Some people were doubtful this could be done. But then, they probably didn’t know Brewster Kahle. Kahle, according to his Wikipedia page, is an American computer engineer, Internet entrepreneur and internet activist. And perhaps foremost, he is an advocate of universal access to all knowledge – to which end he founded the Internet Archive in 1996.
The Archive, consisting of a few billion items – it could be a few trillion by this writing – is now a non-profit library recognized by the Library of Congress. If you’re a human being with a digital device you can access anything within its collections. These are grouped within recognizable categories like ‘Old Time Radio,’ ‘Iraq War’ or ‘Television,’ and enigmatic other categories like ‘Electric Sheep’ and ‘Netlabels.’
This writer, whose left brain is minuscule, was only dimly aware of the Archive, despite the fact that some years ago it purchased, for its headquarters, a former Christian Science Church building in San Francisco which I pass every few days. But when Kahle’s wife Mary Austin, co-founder of San Francisco Center for the Book and someone (decidedly right/left brained) I am proud to call a friend, insisted I attend the 20th anniversary celebration not long ago, it seemed time to peek into it all.
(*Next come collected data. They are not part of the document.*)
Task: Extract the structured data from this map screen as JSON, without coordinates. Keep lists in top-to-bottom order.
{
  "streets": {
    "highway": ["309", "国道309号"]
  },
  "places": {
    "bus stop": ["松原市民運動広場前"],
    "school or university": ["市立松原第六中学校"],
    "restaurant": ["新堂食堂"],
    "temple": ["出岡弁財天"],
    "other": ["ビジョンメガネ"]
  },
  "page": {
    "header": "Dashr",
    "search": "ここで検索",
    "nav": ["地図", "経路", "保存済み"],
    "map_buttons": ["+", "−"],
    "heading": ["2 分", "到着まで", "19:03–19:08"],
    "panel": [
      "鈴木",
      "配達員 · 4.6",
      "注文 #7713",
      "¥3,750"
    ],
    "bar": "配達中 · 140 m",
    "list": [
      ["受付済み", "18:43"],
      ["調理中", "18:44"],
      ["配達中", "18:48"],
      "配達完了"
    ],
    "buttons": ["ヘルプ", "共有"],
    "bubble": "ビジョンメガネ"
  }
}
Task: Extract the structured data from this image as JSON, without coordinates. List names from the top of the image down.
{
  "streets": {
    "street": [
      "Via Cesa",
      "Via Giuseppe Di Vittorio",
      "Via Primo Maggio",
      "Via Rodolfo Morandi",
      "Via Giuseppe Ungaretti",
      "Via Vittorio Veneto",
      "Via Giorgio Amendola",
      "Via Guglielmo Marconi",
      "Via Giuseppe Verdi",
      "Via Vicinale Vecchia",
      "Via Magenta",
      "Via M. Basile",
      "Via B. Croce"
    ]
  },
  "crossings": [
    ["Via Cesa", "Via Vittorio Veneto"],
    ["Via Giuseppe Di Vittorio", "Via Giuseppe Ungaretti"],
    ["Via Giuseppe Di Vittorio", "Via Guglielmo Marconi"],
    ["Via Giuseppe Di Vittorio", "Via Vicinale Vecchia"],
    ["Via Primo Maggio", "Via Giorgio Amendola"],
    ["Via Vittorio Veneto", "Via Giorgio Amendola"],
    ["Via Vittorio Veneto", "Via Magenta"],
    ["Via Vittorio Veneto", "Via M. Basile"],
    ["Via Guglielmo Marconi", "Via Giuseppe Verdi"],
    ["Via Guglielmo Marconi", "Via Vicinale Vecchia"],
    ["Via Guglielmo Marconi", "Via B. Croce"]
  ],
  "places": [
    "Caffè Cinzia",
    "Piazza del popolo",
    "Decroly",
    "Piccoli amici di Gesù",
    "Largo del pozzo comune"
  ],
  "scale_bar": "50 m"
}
A few hundred friends and supporters turned out for the celebration, stopping by the taco truck at the front steps and going from there to stations offering demonstrations of archived music and video games, planetary digitizations, scanners that put books onto digital shelves in a matter of moments. Many of the Archive employees who work from areas around the globe – this writer talked at length with a sharp young lady from Toronto – were on hand to help explain things, and enjoy the reunion. The Wayback Machine (more than 279 billion web pages saved over time) was a crowd favorite, as was the Live Music archive (6,991 collections: rock, blues, classics, big band . . .) Some of those last were comprehensible to this reporter; other areas where the beeps and blinks of giant servers and assorted machines were connecting us all to the digital universe – well, what can I say?
But I have my library card! Open Library: We lend e-books worldwide for free. You can get one for yourself. Open Library has over a million ebook titles.
You might also want to support this ambitious undertaking and its latest safeguard project: creating a copy of Internet Archive’s digital collections in another country. Kahle and friends are building the Internet Archive of Canada “because lots of copies keeps stuff.” In other words, one more assurance of universal access to all knowledge. Free. And private. Internet Archive does not accept ads (which could track your behavior) or collect your IP address.
Fact-check it out.
What does this do to authors selling books? Will everybody just find their books online for free from now on?
That’s a very good question, and I’ll ask Brewster’s wife Mary when I see her this Saturday. I have a feeling that by the time any book is made available, scanned and added into the Archive it has long passed peak sales. (I was utterly amazed & delighted to find a small book of mine – that sells about one copy per year on Amazon these days – available through the Archive.) I think VERY few potential book buyers would go instead to the Archive. But I’ll be back with a response.